O IPHAN afirma que não foram apresentadas propostas de fato. Segundo o órgão federal, “uma proposta deve conter elementos mínimos para sua análise, como apresentação de metodologia, e nenhum destes elementos foram apresentados na Correspondência CLU-EXT-088/2024”. E ainda complementou que “não existe possibilidade do IPHAN dar aval para algo que jamais foi proposto. O aval do IPHAN só pode ocorrer diante de manifestação técnica”.
O órgão ainda questionou a proposta da Linha Uni, mostrando falta de concretude e incoerência da concessionária em sua solução. A citação foi feita em referência à remoção dos itens de forma unificada.
“Se as condições são desconhecidas no momento, não há como garantir que não ocorram danos às estruturas, especialmente levando em consideração a Correspondência A Lasca-IPHAN n. 13, de 11 de março de 2024 (SEI 5168117), em que é dito que a remoção das estruturas causaria danos irreparáveis. Tal trecho mostra novamente que a concessionária não apresentou uma proposta concreta.”
Há a contestação de minimização de riscos aventada pela LinhaUni para a guarda do patrimônio. Disse o IPHAN: “Como é possível avaliar que os riscos são minimizados se não existe projeto?”.
A concessionária chegou a contestar a falta de posicionamento do IPHAN quanto ao resgate de determinadas áreas do sítio arqueológico, citando a falta de resposta por parte do órgão. A concessionária chegou a paralisar alguns canteiros. Em resposta o órgão colocou o seguinte posicionamento:
“A manifestação acerca da Área 2B já foi realizada através do Ofício n. 4772/2024/IPHAN-SP-IPHAN (5709706-25/09/2024). As dúvidas foram elencadas para a Área 4, de forma que não era necessária nova manifestação deste Instituto para a Área 2B. Se as pesquisas estão paralisadas, foi por escolha e/ou falta de comunicação da empresa de Arqueologia e da própria concessionária”
Por fim o IPHAN é categórico: “Diante do exposto até aqui, deixamos claro que não permitimos quaisquer ações possivelmente danosas ao patrimônio nas Áreas 1 e 2A, sem antes apresentação de alguma proposta viável de avaliação“.
O inevitável atraso da obra
A Linha Uni alega que a demora em encontrar uma solução para o impasse pode colocar por terra o cronograma estabelecido com o governo para que a estação 14 Bis-Saracura seja concluída a tempo da inauguração do segundo trecho da Linha 6, previsto para o final de 2027.
Segundo a empresa, se não houver uma saída, a meta de concluir as escavações arqueológicas dentro de quatro meses vai impactar no atual plano. Em outras palavras, tornando a implantação da estação inviável ou, na melhor das hipóteses, em um prazo posterior à abertura do ramal.
O IPHAN, por outro lado, tem deixado claro em suas respostas que não aceitará pressão e que ele é o único responsável por julgar a relevância do material encontrado no local.

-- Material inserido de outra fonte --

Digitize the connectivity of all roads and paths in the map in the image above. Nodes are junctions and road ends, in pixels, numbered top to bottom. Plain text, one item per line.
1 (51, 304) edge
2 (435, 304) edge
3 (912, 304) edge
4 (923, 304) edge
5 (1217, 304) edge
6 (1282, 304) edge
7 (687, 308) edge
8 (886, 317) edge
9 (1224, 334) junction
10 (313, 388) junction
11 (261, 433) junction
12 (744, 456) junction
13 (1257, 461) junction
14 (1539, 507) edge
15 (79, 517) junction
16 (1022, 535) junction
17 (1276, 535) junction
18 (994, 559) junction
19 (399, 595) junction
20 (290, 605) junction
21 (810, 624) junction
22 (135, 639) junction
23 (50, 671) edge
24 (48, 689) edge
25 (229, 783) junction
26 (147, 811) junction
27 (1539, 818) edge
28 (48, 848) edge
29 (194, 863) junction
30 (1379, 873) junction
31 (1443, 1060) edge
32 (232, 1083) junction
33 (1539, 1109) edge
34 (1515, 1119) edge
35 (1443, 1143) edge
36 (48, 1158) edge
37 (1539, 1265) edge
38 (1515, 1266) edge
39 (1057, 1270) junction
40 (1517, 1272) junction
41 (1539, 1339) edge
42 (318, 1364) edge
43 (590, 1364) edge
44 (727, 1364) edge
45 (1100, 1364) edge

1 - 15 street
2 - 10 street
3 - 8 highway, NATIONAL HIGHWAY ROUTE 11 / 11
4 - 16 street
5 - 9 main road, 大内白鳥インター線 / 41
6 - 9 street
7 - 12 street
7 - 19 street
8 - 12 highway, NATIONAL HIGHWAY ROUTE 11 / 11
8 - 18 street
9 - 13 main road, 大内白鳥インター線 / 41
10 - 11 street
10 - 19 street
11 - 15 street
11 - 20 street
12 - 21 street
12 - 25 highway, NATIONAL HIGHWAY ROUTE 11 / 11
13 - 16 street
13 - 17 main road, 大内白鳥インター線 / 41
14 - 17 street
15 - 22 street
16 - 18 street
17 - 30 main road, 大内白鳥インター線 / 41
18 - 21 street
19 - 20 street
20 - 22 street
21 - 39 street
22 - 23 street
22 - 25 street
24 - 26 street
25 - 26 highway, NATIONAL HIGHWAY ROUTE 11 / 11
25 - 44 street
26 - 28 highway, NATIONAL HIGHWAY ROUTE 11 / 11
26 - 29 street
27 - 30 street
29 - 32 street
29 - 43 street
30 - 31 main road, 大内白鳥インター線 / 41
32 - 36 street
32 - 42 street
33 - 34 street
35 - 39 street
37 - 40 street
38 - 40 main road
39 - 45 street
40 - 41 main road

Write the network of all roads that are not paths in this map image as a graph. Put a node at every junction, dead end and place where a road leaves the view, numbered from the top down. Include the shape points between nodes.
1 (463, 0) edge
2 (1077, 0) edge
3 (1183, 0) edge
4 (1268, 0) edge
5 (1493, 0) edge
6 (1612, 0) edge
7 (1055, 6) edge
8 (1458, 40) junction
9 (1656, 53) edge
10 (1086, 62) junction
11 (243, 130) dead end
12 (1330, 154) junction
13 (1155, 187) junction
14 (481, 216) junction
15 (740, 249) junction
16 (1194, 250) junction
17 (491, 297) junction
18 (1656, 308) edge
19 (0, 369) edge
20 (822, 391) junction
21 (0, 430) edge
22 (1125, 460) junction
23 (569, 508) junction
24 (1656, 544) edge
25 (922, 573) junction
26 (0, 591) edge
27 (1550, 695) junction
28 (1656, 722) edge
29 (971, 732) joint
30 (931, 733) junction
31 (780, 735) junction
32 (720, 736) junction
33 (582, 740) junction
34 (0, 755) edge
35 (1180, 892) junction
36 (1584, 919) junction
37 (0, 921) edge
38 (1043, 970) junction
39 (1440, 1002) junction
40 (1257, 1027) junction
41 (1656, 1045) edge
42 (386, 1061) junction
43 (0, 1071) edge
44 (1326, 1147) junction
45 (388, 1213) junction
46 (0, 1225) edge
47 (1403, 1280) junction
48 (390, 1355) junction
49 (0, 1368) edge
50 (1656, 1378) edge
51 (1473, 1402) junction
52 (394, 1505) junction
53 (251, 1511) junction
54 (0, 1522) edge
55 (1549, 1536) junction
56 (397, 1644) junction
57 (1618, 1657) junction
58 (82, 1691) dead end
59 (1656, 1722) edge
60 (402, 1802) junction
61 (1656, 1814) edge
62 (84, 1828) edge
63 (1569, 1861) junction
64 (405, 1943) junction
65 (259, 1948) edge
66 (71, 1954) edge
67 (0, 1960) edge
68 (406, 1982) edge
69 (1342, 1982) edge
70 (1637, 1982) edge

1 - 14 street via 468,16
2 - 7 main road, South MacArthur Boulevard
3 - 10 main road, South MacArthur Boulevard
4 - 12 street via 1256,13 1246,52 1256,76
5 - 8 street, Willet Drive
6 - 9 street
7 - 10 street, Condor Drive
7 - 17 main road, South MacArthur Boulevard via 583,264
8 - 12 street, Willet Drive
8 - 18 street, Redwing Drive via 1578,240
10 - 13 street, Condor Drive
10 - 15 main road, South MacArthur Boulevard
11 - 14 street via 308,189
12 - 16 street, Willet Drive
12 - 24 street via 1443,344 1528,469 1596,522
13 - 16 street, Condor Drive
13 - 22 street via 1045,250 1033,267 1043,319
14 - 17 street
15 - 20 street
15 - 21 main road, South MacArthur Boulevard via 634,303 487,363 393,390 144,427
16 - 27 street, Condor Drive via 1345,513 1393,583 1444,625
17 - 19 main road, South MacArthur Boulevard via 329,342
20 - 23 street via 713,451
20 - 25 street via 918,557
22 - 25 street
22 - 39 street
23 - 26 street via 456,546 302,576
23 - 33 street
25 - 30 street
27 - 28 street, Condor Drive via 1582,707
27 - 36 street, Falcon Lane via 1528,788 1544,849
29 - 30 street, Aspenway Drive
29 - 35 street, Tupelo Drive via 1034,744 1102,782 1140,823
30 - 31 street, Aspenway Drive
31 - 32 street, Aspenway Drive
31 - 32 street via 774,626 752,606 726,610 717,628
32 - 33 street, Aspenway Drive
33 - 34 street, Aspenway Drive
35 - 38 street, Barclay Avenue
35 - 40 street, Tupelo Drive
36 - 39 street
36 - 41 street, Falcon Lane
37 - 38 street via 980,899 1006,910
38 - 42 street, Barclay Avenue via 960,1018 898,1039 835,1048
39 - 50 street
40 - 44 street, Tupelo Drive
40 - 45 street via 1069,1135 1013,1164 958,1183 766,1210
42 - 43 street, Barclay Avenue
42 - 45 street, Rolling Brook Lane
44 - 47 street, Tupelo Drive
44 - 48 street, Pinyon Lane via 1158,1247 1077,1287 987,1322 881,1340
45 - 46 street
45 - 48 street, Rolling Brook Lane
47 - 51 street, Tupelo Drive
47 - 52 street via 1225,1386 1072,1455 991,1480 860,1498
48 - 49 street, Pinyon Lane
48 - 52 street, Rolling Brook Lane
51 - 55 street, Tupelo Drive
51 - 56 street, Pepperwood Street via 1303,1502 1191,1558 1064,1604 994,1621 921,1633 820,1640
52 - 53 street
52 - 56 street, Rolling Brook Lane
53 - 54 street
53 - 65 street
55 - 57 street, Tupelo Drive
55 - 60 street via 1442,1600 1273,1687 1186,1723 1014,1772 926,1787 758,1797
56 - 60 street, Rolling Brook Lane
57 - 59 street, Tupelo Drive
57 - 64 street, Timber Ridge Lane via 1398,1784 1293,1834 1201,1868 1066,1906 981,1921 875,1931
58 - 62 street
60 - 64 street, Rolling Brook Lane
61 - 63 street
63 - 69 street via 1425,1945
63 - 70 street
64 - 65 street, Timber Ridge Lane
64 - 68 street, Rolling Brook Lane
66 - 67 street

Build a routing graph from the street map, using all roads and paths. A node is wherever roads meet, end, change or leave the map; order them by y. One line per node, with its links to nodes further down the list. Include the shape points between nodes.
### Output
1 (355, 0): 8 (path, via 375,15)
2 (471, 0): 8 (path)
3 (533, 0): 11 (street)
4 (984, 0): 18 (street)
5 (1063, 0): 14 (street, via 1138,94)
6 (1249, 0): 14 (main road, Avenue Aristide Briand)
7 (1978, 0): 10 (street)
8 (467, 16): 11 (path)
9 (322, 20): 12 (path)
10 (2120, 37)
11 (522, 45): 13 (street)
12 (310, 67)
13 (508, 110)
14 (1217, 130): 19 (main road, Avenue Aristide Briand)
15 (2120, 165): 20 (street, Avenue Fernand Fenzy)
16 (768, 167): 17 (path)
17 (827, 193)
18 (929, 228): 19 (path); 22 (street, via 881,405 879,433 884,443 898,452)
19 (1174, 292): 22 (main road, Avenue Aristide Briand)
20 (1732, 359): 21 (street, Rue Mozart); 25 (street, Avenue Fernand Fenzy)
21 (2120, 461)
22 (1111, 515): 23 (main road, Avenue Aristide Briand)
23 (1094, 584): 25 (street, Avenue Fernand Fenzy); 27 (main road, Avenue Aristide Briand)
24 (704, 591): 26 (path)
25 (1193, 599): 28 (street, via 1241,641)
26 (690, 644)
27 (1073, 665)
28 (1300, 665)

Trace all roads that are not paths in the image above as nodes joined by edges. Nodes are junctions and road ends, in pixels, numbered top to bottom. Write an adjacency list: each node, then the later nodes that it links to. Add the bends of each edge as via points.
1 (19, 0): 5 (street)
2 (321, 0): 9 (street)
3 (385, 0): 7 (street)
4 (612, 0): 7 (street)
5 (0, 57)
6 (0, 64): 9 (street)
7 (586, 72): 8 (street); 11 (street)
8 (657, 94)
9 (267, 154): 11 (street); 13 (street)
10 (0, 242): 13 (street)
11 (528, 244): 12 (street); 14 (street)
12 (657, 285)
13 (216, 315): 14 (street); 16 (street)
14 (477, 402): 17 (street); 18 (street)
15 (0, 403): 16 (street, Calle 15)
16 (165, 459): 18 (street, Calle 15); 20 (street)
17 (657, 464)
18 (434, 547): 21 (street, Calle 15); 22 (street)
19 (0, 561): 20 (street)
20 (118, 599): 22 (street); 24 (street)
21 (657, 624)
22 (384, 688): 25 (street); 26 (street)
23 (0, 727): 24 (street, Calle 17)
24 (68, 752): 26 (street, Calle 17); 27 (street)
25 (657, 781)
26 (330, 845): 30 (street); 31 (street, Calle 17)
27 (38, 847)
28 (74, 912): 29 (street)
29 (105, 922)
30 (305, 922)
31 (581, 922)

A persistir a intransigência de ambas as partes, o que se desenha até aqui é o inevitável atraso da obra da estação, com consequências ainda não claras.
O caminho mais apropriado para resolver o impasse seria o de buscar um ponto em comum, tanto por instâncias públicas como pela empresa privada e as organizações que defendem a preservação do local pelo seu passado.
Afinal, o que será feito com os achados? Eles ficarão dentro da estação como uma exposição permanente ou será construído um local apropriado para isso nas proximidades? O objetivo é retirá-los ou mantê-los intactos onde se encontram?
Enquanto persistir um jogo de “empurra-empurra” em que as partes parecem não falar a mesma língua, certamente nada de positivo sairá daí.